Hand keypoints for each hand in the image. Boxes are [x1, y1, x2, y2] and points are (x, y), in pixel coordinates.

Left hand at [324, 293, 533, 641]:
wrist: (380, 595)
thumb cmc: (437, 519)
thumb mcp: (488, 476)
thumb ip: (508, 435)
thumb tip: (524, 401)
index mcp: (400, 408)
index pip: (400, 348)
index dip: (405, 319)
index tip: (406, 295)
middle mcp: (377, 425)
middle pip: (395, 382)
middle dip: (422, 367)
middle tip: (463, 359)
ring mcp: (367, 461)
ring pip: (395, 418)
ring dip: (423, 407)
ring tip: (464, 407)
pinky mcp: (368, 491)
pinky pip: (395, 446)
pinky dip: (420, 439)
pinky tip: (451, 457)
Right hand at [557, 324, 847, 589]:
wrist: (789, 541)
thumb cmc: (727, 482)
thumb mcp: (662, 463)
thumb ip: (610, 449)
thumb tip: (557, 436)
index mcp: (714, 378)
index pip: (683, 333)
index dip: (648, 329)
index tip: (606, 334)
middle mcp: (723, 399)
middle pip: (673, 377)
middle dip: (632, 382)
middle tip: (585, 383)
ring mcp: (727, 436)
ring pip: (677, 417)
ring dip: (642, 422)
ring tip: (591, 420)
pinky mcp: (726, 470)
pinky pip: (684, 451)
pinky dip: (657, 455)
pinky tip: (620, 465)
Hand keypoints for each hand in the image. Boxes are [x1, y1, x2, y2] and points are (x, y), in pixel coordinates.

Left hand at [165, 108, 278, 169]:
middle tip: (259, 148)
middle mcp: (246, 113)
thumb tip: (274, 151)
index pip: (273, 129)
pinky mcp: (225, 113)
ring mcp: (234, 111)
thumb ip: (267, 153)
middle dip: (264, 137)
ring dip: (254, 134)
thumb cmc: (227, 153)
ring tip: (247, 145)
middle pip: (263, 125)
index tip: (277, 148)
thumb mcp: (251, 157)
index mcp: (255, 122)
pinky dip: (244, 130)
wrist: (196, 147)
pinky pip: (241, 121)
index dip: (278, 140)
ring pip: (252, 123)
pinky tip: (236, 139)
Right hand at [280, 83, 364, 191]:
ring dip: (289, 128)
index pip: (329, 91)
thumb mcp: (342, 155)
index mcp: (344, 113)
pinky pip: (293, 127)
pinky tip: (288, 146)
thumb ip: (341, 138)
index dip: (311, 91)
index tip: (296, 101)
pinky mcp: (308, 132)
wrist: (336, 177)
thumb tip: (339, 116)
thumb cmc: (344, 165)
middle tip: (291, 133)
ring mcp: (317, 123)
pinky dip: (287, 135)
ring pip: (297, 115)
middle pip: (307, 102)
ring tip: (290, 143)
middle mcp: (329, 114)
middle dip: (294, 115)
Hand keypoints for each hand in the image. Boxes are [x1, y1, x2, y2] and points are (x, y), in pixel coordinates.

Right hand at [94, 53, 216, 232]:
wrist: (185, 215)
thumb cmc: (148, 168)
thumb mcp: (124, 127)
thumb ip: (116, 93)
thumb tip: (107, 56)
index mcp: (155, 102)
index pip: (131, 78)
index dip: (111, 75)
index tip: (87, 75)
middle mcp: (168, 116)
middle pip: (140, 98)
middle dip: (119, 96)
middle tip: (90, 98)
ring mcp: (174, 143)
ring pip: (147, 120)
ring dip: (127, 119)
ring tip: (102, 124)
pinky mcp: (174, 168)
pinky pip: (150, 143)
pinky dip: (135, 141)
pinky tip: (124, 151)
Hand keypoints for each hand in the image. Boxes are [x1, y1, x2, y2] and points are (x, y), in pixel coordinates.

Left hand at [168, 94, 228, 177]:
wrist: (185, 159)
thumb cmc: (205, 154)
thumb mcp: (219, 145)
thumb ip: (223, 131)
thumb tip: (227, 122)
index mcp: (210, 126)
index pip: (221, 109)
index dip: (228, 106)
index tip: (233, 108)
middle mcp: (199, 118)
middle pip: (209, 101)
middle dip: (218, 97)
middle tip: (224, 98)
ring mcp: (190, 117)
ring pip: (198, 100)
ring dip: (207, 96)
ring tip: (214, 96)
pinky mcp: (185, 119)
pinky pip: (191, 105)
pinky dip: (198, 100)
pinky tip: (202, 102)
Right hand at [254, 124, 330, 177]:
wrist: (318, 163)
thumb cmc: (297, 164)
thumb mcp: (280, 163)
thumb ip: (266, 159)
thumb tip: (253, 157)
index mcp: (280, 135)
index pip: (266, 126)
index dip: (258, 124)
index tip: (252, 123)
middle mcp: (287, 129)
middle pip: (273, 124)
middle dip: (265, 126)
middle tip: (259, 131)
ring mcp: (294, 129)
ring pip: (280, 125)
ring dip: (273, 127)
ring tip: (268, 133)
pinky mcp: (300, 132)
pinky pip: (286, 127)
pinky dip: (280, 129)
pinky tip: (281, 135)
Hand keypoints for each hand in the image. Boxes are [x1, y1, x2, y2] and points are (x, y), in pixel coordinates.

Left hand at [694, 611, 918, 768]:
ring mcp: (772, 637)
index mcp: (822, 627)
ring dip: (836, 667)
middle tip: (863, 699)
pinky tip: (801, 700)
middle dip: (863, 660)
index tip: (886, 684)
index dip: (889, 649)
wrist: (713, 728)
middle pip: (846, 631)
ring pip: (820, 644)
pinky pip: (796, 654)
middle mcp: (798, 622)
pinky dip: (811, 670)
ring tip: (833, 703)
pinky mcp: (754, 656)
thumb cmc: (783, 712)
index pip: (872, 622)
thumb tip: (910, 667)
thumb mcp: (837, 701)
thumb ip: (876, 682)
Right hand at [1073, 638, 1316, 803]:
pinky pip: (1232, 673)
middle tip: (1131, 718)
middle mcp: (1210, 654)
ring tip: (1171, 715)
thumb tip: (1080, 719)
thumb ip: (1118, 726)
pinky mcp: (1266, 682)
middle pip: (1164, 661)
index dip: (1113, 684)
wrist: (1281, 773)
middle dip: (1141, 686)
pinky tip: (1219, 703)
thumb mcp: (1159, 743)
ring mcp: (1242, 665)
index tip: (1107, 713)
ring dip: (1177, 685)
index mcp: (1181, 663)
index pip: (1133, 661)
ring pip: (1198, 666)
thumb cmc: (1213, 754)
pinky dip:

- Task description -
Starting with the line that holds "index pip: (872, 622)", copy every line through the end of the data above. Reproduce them exactly, with no other material.

- Response area -
index pip: (872, 622)
thumb tip: (910, 667)
thumb mcp: (837, 701)
thumb ip: (876, 682)
Right hand at [1073, 638, 1316, 803]:
pinky pip: (1232, 673)
middle tip: (1131, 718)
middle mcp: (1210, 654)
ring tip: (1171, 715)
thumb tip: (1080, 719)
thumb ip: (1118, 726)
pinky mcp: (1266, 682)
middle pip: (1164, 661)
index dip: (1113, 684)
wrist: (1281, 773)
middle dip: (1141, 686)
pinky tip: (1219, 703)
thumb mcp: (1159, 743)
ring mcp: (1242, 665)
index tip: (1107, 713)
ring dip: (1177, 685)
index mcp: (1181, 663)
index pip: (1133, 661)
ring pip: (1198, 666)
thumb cmc: (1213, 754)
pinky dip:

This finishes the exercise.